::: Data for the task
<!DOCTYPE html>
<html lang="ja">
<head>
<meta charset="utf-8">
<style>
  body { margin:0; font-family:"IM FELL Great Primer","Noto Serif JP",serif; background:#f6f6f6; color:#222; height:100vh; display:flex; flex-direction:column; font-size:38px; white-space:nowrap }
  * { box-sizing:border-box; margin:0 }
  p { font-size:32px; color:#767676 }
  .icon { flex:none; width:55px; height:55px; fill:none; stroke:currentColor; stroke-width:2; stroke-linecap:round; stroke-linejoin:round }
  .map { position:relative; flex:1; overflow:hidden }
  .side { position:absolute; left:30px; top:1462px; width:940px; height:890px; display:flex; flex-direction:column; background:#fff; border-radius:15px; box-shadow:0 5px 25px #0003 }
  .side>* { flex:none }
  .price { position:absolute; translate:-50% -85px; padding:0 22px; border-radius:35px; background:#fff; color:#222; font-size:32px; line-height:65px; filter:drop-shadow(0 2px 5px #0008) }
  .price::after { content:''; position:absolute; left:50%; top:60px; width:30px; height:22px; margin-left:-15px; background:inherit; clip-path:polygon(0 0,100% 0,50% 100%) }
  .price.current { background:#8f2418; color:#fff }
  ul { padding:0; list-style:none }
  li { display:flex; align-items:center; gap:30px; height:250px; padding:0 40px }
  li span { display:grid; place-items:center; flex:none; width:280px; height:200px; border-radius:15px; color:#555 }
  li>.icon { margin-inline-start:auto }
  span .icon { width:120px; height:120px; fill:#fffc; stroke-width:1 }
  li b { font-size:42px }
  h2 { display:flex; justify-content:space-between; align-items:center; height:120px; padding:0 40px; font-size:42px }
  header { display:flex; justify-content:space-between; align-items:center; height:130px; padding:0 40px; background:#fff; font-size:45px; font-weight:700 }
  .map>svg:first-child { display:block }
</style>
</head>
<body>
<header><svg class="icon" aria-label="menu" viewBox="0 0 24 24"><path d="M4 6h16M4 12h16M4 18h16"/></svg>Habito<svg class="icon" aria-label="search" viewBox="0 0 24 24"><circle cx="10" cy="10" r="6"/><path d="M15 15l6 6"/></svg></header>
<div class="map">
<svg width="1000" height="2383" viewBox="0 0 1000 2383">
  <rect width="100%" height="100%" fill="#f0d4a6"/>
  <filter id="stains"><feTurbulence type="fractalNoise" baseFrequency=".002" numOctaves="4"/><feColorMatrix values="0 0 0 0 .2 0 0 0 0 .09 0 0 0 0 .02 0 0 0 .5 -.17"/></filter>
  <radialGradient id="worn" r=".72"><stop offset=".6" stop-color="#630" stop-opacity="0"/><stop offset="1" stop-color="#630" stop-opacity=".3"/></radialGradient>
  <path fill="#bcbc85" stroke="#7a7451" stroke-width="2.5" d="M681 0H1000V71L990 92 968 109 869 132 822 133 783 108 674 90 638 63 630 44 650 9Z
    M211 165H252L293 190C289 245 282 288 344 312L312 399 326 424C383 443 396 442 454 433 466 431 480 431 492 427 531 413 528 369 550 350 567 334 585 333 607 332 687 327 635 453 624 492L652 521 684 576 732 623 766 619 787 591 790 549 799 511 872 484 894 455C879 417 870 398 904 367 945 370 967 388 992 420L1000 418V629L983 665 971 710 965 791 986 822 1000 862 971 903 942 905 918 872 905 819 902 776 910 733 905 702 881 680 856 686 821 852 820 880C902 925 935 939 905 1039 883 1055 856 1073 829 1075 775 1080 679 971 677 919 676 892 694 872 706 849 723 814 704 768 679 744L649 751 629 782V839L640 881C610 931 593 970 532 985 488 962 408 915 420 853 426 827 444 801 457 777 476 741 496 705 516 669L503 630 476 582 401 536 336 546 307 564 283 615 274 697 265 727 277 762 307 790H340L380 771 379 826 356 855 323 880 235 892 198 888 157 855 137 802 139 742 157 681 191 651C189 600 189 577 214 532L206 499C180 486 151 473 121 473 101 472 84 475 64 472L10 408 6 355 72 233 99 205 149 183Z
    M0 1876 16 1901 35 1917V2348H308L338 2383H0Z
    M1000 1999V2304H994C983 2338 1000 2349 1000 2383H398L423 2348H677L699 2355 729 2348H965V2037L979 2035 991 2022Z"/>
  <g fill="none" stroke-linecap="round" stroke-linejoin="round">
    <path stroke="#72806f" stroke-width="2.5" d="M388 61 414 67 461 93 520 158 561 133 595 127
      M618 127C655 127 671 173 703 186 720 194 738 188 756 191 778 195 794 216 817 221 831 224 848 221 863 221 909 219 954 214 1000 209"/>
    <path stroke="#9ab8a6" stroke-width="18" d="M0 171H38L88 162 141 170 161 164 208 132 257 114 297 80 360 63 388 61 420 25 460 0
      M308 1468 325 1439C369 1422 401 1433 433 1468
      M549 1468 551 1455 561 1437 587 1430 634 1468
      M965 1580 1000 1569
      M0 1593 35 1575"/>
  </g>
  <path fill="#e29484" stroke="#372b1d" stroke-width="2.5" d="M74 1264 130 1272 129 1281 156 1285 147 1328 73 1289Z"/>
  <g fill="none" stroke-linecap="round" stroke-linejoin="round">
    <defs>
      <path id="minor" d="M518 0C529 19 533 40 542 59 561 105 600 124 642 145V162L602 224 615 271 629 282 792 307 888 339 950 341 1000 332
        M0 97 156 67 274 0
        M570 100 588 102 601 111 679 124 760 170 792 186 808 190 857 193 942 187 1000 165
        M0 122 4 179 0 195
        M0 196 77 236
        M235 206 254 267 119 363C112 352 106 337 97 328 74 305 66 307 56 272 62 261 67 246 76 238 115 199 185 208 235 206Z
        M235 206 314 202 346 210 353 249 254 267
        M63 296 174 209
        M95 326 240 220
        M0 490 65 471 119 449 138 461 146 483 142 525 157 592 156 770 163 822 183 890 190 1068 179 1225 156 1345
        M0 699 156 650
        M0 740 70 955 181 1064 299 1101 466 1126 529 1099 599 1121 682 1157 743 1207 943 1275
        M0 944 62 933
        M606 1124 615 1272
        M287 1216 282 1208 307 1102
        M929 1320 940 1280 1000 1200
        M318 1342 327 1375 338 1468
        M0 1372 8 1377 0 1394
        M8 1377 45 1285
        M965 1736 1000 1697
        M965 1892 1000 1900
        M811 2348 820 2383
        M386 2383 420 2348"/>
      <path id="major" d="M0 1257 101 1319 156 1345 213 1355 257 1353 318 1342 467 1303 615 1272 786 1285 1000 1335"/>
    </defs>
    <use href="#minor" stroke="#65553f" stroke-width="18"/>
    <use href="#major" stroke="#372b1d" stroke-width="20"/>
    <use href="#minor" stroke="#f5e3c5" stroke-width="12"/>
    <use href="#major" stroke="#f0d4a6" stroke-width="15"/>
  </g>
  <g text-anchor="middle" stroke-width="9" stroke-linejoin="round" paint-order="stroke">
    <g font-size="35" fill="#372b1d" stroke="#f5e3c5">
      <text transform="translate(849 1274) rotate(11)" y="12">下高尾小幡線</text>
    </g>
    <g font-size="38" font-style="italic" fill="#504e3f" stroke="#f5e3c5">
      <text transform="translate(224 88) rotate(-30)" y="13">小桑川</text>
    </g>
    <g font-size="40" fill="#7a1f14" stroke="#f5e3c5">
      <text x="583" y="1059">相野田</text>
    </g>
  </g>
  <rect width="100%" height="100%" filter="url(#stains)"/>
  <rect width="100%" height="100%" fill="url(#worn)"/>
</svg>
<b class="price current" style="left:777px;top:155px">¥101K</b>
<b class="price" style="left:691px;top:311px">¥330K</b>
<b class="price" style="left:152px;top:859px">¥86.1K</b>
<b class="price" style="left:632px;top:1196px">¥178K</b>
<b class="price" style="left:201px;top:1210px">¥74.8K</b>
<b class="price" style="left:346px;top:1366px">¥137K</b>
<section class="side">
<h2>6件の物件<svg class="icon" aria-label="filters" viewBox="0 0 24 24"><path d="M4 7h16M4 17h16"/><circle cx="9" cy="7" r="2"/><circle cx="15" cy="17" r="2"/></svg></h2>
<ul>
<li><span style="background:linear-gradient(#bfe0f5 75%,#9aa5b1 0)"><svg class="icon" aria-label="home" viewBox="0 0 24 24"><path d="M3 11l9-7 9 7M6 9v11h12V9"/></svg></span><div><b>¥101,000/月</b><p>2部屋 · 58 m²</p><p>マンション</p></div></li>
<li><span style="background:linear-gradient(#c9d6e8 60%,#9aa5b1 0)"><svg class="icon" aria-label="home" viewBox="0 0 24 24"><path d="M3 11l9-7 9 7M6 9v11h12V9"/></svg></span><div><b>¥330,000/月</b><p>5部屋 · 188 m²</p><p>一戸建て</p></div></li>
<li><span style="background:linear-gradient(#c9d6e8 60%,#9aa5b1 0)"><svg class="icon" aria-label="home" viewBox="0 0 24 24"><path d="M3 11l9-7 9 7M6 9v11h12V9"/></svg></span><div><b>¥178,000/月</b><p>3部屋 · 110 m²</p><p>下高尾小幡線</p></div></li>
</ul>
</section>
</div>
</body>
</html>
::::::
Task brief. Please copy every line of the data that carries the string "shadow".

Answer space.
  .side { position:absolute; left:30px; top:1462px; width:940px; height:890px; display:flex; flex-direction:column; background:#fff; border-radius:15px; box-shadow:0 5px 25px #0003 }
  .price { position:absolute; translate:-50% -85px; padding:0 22px; border-radius:35px; background:#fff; color:#222; font-size:32px; line-height:65px; filter:drop-shadow(0 2px 5px #0008) }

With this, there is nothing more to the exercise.